Vincent & The Snow Monkey

31 July — 14 August 2014

In 1888 in Arles in the south of France the troubled, brilliant Vincent van Gogh painted a number of enigmatic self-portraits. His piercing eyes, staring out of the swirling picture plane, changed the course of art history. The portraits were created in what he called “The Studio in the South”, now better known as the ‘Yellow House’, van Gogh’s utopian vision for an artist collective in the sun. His wish was that artists would flock to his paradise; disappointingly, only one came—Paul Gauguin. For ten turbulent weeks the two robust personalities challenged each other to reinvent painting, passionately working through the nights and days. Vincent’s utopian dream imploded but the works created at the nascent ‘Yellow House’ have a poignant vitality that has resonated ever since.
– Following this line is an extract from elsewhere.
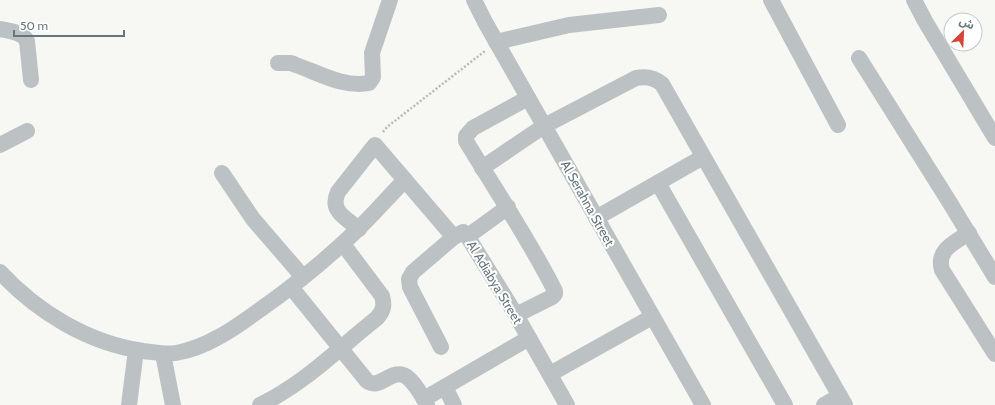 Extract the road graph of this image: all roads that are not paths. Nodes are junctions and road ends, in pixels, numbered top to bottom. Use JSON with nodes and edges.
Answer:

The power of Vincent’s vision has pulsated in Australia’s extraordinary artist George Gittoes. Impossible to pigeonhole, Gittoes’s multimedia approach has seen him acknowledged as one of Australia’s finest draughtsmen and painters. His paintings, photography, films and diaries have documented so much darkness in the world, from Gaza to Iraq, Africa to Afghanistan. Gittoes has witnessed so very much in his life, too much pain for most to us to bear yet he has never lost hope. Like Vincent in his darkest days, Gittoes has still sought the truth in life and death as he sees it. In doing so he moves beyond the literal into a world of imagery with visions from heaven and hell. Gittoes sees beauty where others see suffering; he sees hope where there is none. Like Vincent, Gittoes is the patron to the underdog; the man with a heart of gold and a message of love. He is making art to change the world.

The works in Vincent and the Snow Monkey are the basis of three intertwined themes that can be seen as metaphors for our world. 

Through a chance meeting in the street with Jalalabad ice-cream seller Noor Gul, a man who bears a remarkable resemblance to Vincent, Gittoes now has his jewel in his own longstanding utopian vision in Jalalabad, Afghanistan. In his own Yellow House, he paints Noor Gul … but make no mistake, this is not a realisation of a belated hippie manifesto. It is a serious campaign to enrich the lives of the locals with art and film in a powerful and relatively free environment inside the walls of the Jalalabad Yellow House. 

Noor Gul joins Gittoes in this time warp as a willing participant in the portraits of himself … or are they portraits of Vincent? It actually doesn’t matter because these paintings are about life, loving life and holding hope in a land of hardship, in a place of death. The Jalalabad Yellow House is not geographically positioned in a fair society. Gittoes the provocateur is at his best when there is an edge to his world. What could be more edgy than creating beautiful things in a place where the powerful religious leaders and warlords are hell bent on destroying anything creative or Western? The beauty that Gittoes creates not only in his portraits but also in his large abstracts that speak of his love of the natural world is nothing short of remarkable. 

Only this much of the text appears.